= Klosteramt =

A Klosteramt (lit. 'monastery office') was an administrative unit in certain states of the Holy Roman Empire that, after the Reformation in the 16th century, took over the administration of the estates of dissolved monasteries and also their lower court powers. In Old Württemberg the head of the Klosteramt was the prelate (Prälat), a Protestant clergyman appointed by the Duke, who had a seat and vote in the Landtag. The administrative business was managed by the monastery reeve (Klostervogt) or steward (Hofmeister), who from 1759 held the title of Klosteroberamtmann.

The Klosteramts were dissolved after the Napoleonic Wars at the beginning of the 19th century in the course of the subsequent reorganization of states like the Kingdom of Württemberg.

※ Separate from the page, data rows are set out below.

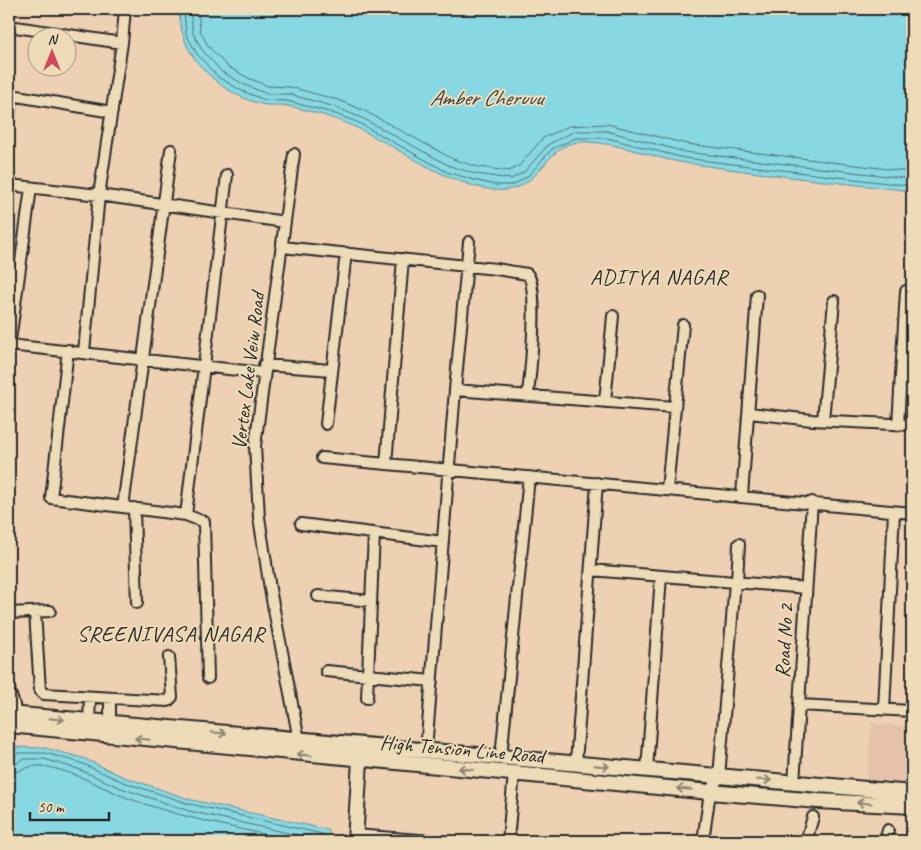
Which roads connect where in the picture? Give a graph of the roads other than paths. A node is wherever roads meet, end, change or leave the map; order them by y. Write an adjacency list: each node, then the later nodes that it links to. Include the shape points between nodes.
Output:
1 (125, 9): 3 (street)
2 (9, 26): 3 (street)
3 (122, 43): 4 (street)
4 (112, 112): 5 (street, via 11,95); 11 (street)
5 (9, 120)
6 (171, 150): 12 (street)
7 (294, 154): 14 (street, Vertex Lake Veiw Road)
8 (227, 175): 13 (street)
9 (9, 185): 10 (street)
10 (31, 188): 11 (street); 25 (street)
11 (99, 195): 12 (street); 27 (street)
12 (163, 205): 13 (street); 28 (street)
13 (222, 214): 14 (street); 29 (street)
14 (285, 222): 16 (street, Vertex Lake Veiw Road)
15 (469, 242): 19 (street)
16 (282, 248): 17 (street); 30 (street, Vertex Lake Veiw Road)
17 (346, 253): 18 (street); 31 (street)
18 (403, 259): 19 (street); 42 (street)
19 (466, 266): 32 (street); 33 (street, via 525,273 531,278 534,322)
20 (912, 291): 39 (street, via 906,292)
21 (757, 295): 36 (street)
22 (834, 301): 37 (street)
23 (613, 316): 34 (street)
24 (682, 325): 35 (street)
25 (9, 346): 26 (street)
26 (68, 350): 27 (street); 49 (street, via 51,498)
27 (84, 352): 28 (street)
28 (144, 358): 29 (street); 49 (street)
29 (204, 367): 30 (street); 53 (street)
30 (264, 369): 31 (street); 83 (street, Vertex Lake Veiw Road, via 255,446 259,517)
31 (332, 370): 38 (street)
32 (454, 390): 33 (street); 43 (street)
33 (528, 396): 34 (street)
34 (605, 402): 35 (street)
35 (674, 407): 46 (street)
36 (749, 413): 37 (street); 47 (street)
37 (823, 420): 39 (street)
38 (326, 424)
39 (898, 424): 40 (street)
40 (912, 426)
41 (322, 458): 42 (street)
42 (386, 464): 43 (street)
43 (448, 470): 44 (street); 56 (street)
44 (529, 477): 45 (street); 85 (street)
45 (597, 483): 46 (street); 58 (street)
46 (667, 490): 47 (street)
47 (742, 496): 48 (street)
48 (812, 502): 51 (street); 61 (street, Road No 2)
49 (123, 507): 50 (street)
50 (134, 508): 53 (street); 64 (street)
51 (894, 512): 52 (street); 78 (street)
52 (912, 513)
53 (186, 515): 71 (street, via 204,522)
54 (301, 524): 55 (street)
55 (374, 533): 56 (street); 63 (street)
56 (443, 542): 72 (street)
57 (739, 544): 60 (street)
58 (591, 570): 59 (street); 87 (street)
59 (661, 576): 60 (street); 88 (street)
60 (736, 582): 61 (street); 90 (street)
61 (806, 588): 77 (street, Road No 2)
62 (318, 596): 63 (street)
63 (371, 601): 70 (street)
64 (137, 603)
65 (50, 611): 66 (street)
66 (35, 612): 67 (street); 74 (street, via 41,692)
67 (9, 613)
68 (169, 657): 76 (street, via 172,697 168,701)
69 (326, 670): 70 (street)
70 (368, 675): 72 (street); 75 (street)
71 (208, 678)
72 (432, 680): 84 (street)
73 (9, 690): 80 (street)
74 (90, 698): 76 (street); 81 (street)
75 (367, 698)
76 (110, 699): 82 (street)
77 (799, 705): 78 (street); 91 (street, Road No 2)
78 (884, 709): 79 (street)
79 (912, 711)
80 (12, 720): 81 (main road, High Tension Line Road, one-way to 81); 86 (main road, High Tension Line Road, one-way to 80)
81 (89, 722): 82 (main road, High Tension Line Road)
82 (110, 724): 83 (main road, High Tension Line Road, one-way to 83)
83 (299, 740): 84 (main road, High Tension Line Road)
84 (426, 750): 85 (main road, High Tension Line Road)
85 (501, 757): 87 (main road, High Tension Line Road)
86 (360, 760): 89 (main road, High Tension Line Road, one-way to 86); 97 (main road)
87 (576, 763): 88 (main road, High Tension Line Road, one-way to 88)
88 (646, 770): 90 (main road, High Tension Line Road)
89 (514, 773): 92 (main road, High Tension Line Road, one-way to 89); 99 (street)
90 (720, 777): 91 (main road, High Tension Line Road, one-way to 91); 92 (street)
91 (794, 783): 93 (main road, High Tension Line Road)
92 (710, 792): 94 (main road, High Tension Line Road, one-way to 92); 100 (street)
93 (912, 793)
94 (912, 806)
95 (813, 817): 101 (street)
96 (888, 830): 102 (street)
97 (355, 838): 98 (street)
98 (432, 841)
99 (508, 841)
100 (703, 841)
101 (806, 841)
102 (885, 841)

== List of Klosteramts in Württemberg ==
The following Klosteramts are recorded:

- Adelberg
- Alpirsbach
- Anhausen
- Bebenhausen
- Blaubeuren
- Denkendorf
- Herbrechtingen
- Herrenalb
- Hirsau
- Königsbronn
- Lichtenstern (nunnery, no prelate)
- Lorch
- Maulbronn
- Murrhardt
- Reichenbach (Klosterreichenbach), Baiersbronn municipality, in the Freudenstadt district, Baden-Württemberg
- St. Georgen

The poorer monasteries had administrative units called a Klosterhofmeisterei or Stiftsverwaltung. They were not represented in the state parliament.

== Literature ==
- Erwin Hölzle: Der deutsche Südwesten am Ende des alten Reiches, Stuttgart 1938, S. 30ff.
- Hans-Martin Maurer: Altwürttembergisches Archiv (A-Bestände). Kohlhammer, Stuttgart 1975, ISBN 3-17-002175-3, S. 160 (Veröffentlichungen der Staatlichen Archivverwaltung Baden-Württemberg, Band 32).